Each CVE ID is sent to the FIRST.org EPSS API in batches of up to 100. The enrichment layer joins EPSS score and percentile back onto the NVD dataset. Both APIs are public and require no authentication for standard usage.

Caching

@st.cache_data with a 1-hour TTL holds the enriched DataFrame in memory. Filter changes, sidebar interactions, and reruns return the cached object instantly — no repeat API calls during a session.

Key Features

  • Log-scale scatter — EPSS (y, log scale) vs CVSS (x, linear) with severity colour coding; log scale prevents low-EPSS entries from collapsing into a flat line at zero
  • Colour-coded HTML table — custom-rendered table with per-row severity colouring and direct NVD links for each CVE, overriding Streamlit’s BaseWeb CSS defaults via st.markdown injection
  • KPI cards — total CVEs, high/critical count, mean CVSS, max EPSS, rendered as metric tiles
  • Sidebar controls — adjustable lookback window (1–30 days), CVSS and EPSS threshold sliders, severity multiselect
  • CSV export — one-click download of the filtered dataset

Tech Stack

LayerTechnology
UI / AppStreamlit
VisualisationPlotly
Data processingPython, Pandas
CVE dataNVD API v2 (NIST)
Exploit predictionEPSS API (FIRST.org)
CacheStreamlit @st.cache_data (1h TTL)
TestingPlaywright (Python)
DeploymentStreamlit Community Cloud

Engineering Highlights

  • Log scale y-axis: EPSS scores span four orders of magnitude (0.001 to 0.9+). Linear scale renders 90% of points as a flat line at zero. Log scale reveals the true distribution and makes outliers — the real priorities — visually obvious.
  • BaseWeb CSS overrides: Streamlit’s default dataframe renderer does not support per-row background colours. The table is rendered as raw HTML via st.markdown(..., unsafe_allow_html=True) with inline styles, working around the framework constraint entirely.
  • Playwright e2e tests: 27 tests covering app load, sidebar control interaction, KPI card rendering, chart presence, data table output, CSV export trigger, and zero-error state. Tests run against a live Streamlit dev server spun up in the test fixture.
  • NVD pagination + rate limiting: the NVD API returns at most 2000 results per request and enforces a 6 requests/30s limit without an API key.
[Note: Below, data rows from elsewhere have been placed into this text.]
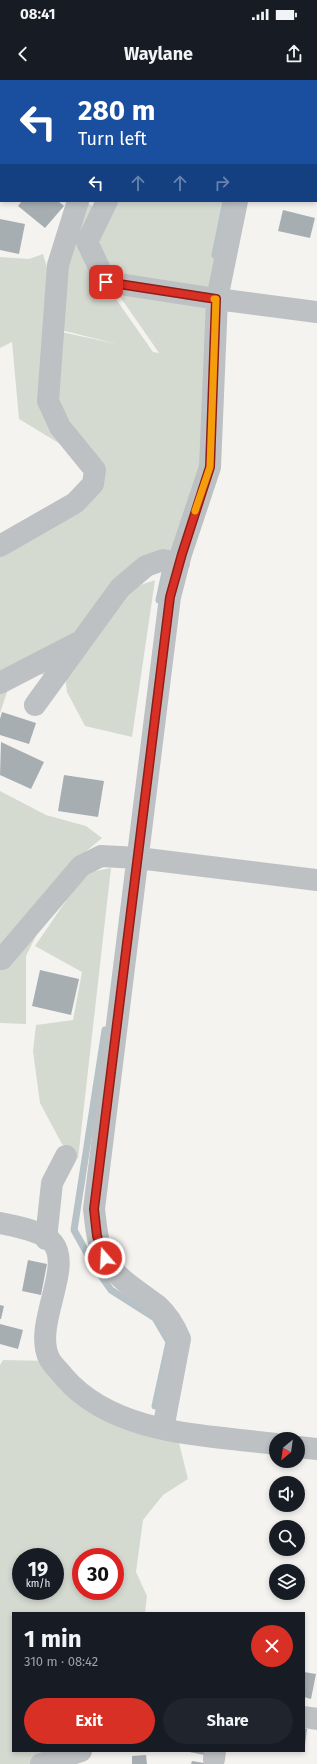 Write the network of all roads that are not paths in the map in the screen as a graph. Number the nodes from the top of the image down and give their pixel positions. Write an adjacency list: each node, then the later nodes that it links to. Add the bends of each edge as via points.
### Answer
1 (78, 202): 6 (street, via 58,265 48,401 60,427 95,470 93,484 75,503)
2 (107, 202): 4 (street, via 87,242 106,282)
3 (236, 202): 4 (street)
4 (216, 299): 5 (street); 7 (street, via 210,467)
5 (317, 312)
6 (0, 546)
7 (179, 563): 8 (street, via 162,560 146,566 120,588); 11 (street, via 170,597)
8 (82, 641): 9 (street); 10 (street)
9 (0, 683)
10 (35, 706)
11 (138, 858): 12 (street); 13 (street, via 101,856 81,866); 17 (street, via 94,1209 97,1236 105,1258 121,1280 159,1307 174,1325 180,1339)
12 (317, 880)
13 (2, 959)
14 (66, 1156): 16 (street, via 52,1183)
15 (0, 1223): 16 (street, via 34,1231)
16 (46, 1239): 17 (street, via 53,1243 60,1262 44,1333 48,1358 87,1399 122,1418)
17 (163, 1429): 18 (street)
18 (269, 1443)
19 (305, 1448): 20 (street)
20 (317, 1449)
21 (305, 1716): 22 (street)
22 (317, 1719)
23 (78, 1752): 24 (street)
24 (41, 1764) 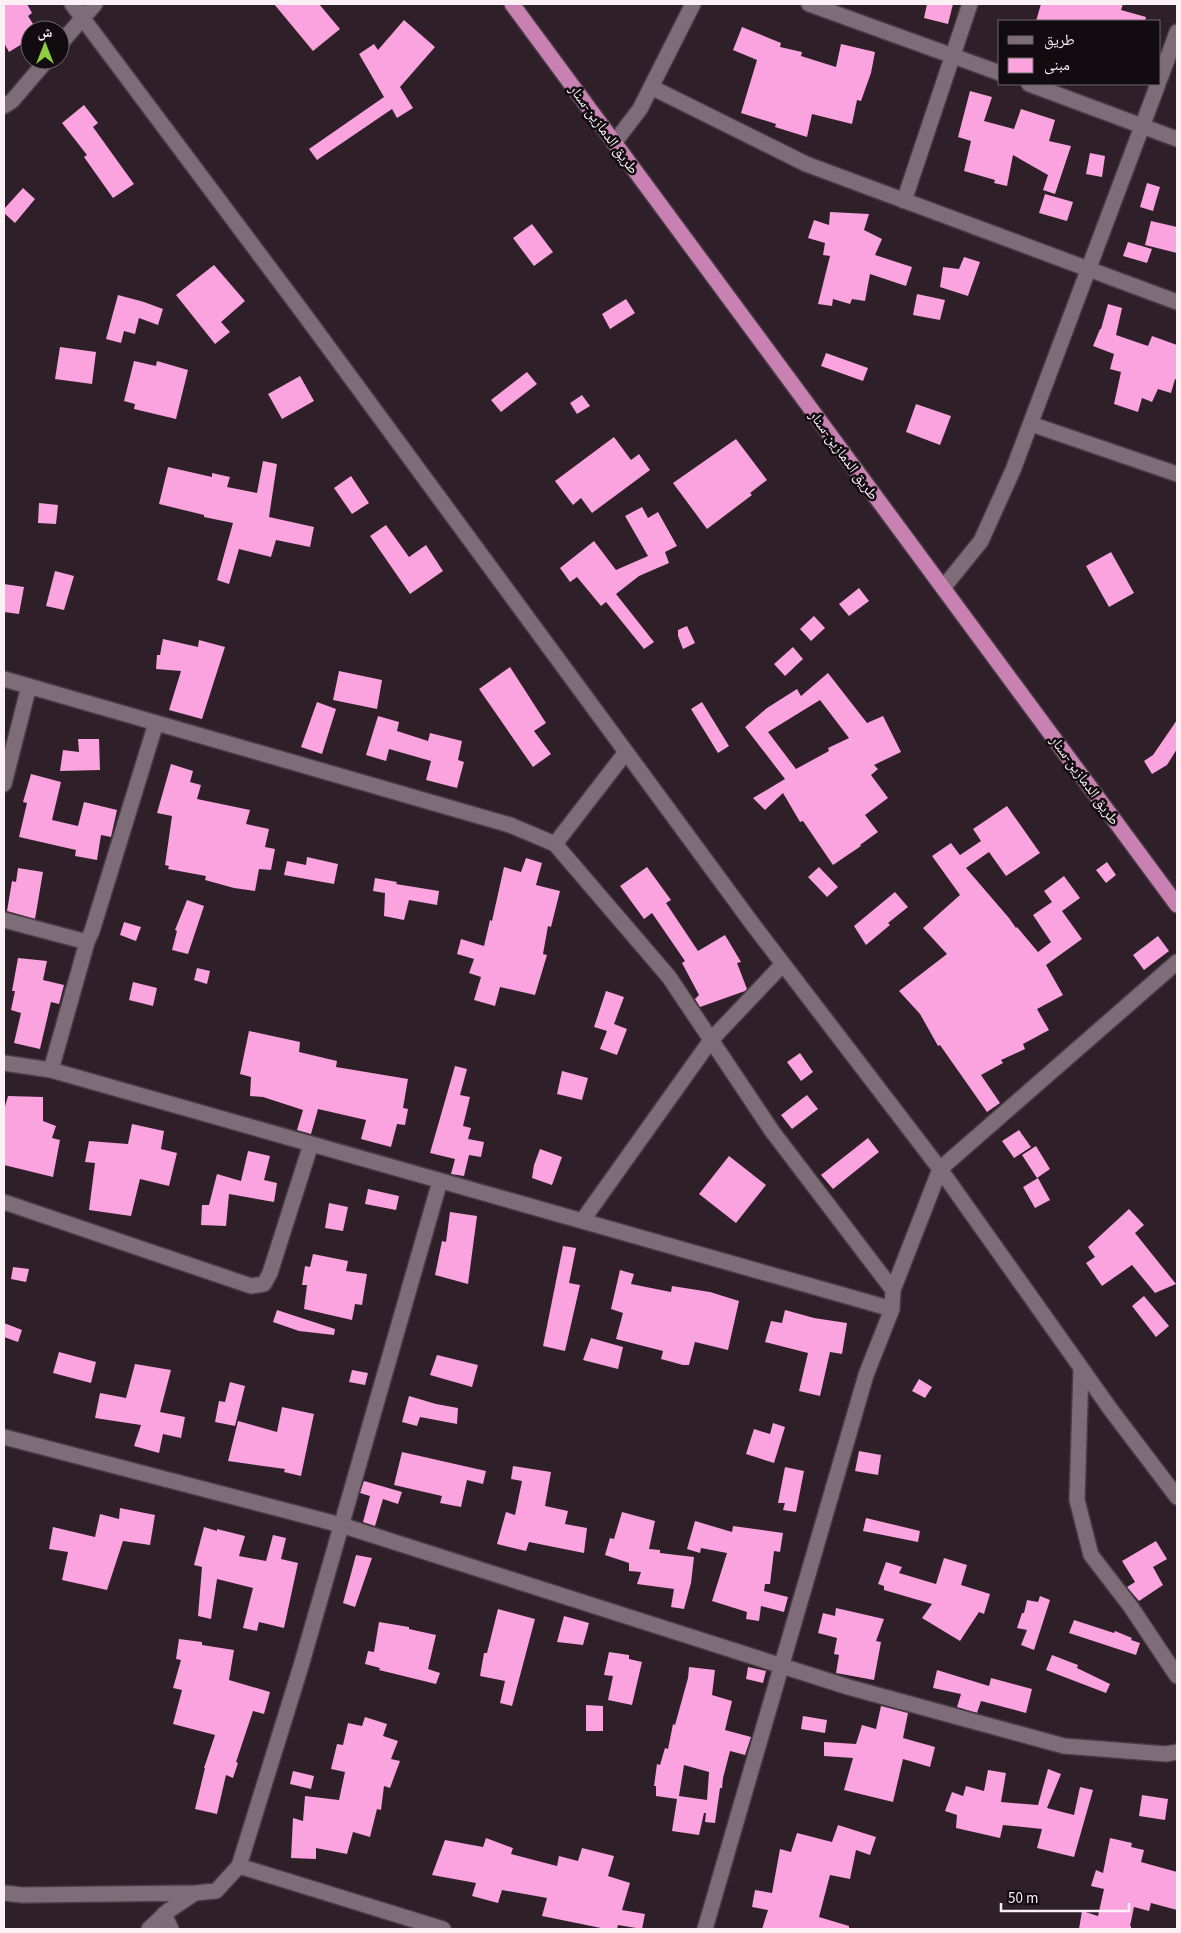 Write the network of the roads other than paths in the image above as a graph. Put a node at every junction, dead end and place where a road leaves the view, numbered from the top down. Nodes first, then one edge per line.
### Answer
1 (72, 4) edge
2 (95, 4) edge
3 (512, 4) edge
4 (692, 4) edge
5 (809, 4) edge
6 (970, 4) edge
7 (82, 18) junction
8 (70, 32) edge
9 (1177, 32) edge
10 (952, 55) junction
11 (38, 70) edge
12 (998, 72) edge
13 (1161, 75) edge
14 (1032, 85) edge
15 (1158, 85) edge
16 (651, 87) junction
17 (4, 106) edge
18 (1142, 126) junction
19 (1177, 139) edge
20 (614, 143) junction
21 (904, 201) junction
22 (1088, 270) junction
23 (1177, 302) edge
24 (1030, 424) junction
25 (1177, 474) edge
26 (943, 588) junction
27 (4, 679) edge
28 (29, 686) junction
29 (156, 723) junction
30 (626, 752) junction
31 (4, 784) edge
32 (555, 844) junction
33 (1177, 906) edge
34 (4, 920) edge
35 (87, 942) junction
36 (1177, 962) edge
37 (783, 964) junction
38 (711, 1040) junction
39 (4, 1063) edge
40 (51, 1070) junction
41 (311, 1144) junction
42 (940, 1169) junction
43 (440, 1181) junction
44 (4, 1202) edge
45 (582, 1221) junction
46 (893, 1290) junction
47 (892, 1309) junction
48 (1081, 1368) junction
49 (4, 1437) edge
50 (1177, 1497) edge
51 (341, 1525) junction
52 (1172, 1655) edge
53 (781, 1666) junction
54 (1177, 1676) edge
55 (1177, 1752) edge
56 (239, 1866) junction
57 (4, 1893) edge
58 (194, 1893) junction
59 (164, 1914) junction
60 (149, 1929) edge
61 (171, 1929) edge
62 (443, 1929) edge
63 (705, 1929) edge

1 - 7 street
2 - 7 street
3 - 20 highway, طريق الدمازين-سنار
4 - 16 street
5 - 10 street
6 - 10 street
7 - 8 street
7 - 30 street
9 - 13 street
10 - 12 street
10 - 21 street
11 - 17 street
14 - 18 street
15 - 18 street
16 - 20 street
16 - 21 street
18 - 19 street
18 - 22 street
20 - 26 highway, طريق الدمازين-سنار
21 - 22 street
22 - 23 street
22 - 24 street
24 - 25 street
24 - 26 street
26 - 33 highway, طريق الدمازين-سنار
27 - 28 street
28 - 29 street
28 - 31 street
29 - 32 street
29 - 35 street
30 - 32 street
30 - 37 street
32 - 38 street
34 - 35 street
35 - 40 street
36 - 42 street
37 - 38 street
37 - 42 street
38 - 45 street
38 - 46 street
39 - 40 street
40 - 41 street
41 - 43 street
41 - 44 street
42 - 46 street
42 - 48 street
43 - 45 street
43 - 51 street
45 - 47 street
46 - 47 street
47 - 53 street
48 - 50 street
48 - 52 street
49 - 51 street
51 - 53 street
51 - 56 street
52 - 54 street
53 - 55 street
53 - 63 street
56 - 58 street
56 - 62 street
57 - 58 street
58 - 59 street
59 - 60 street
59 - 61 street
The client paginates automatically and sleeps between requests to stay within limits.
  • Batch EPSS enrichment: rather than one request per CVE, IDs are chunked into batches of 100 and sent as comma-separated query parameters, reducing EPSS enrichment from N round trips to N/100.

Open Source

Public repository — built as a portfolio project demonstrating applied vulnerability management domain knowledge, Python API client development, and end-to-end test coverage on a Streamlit application.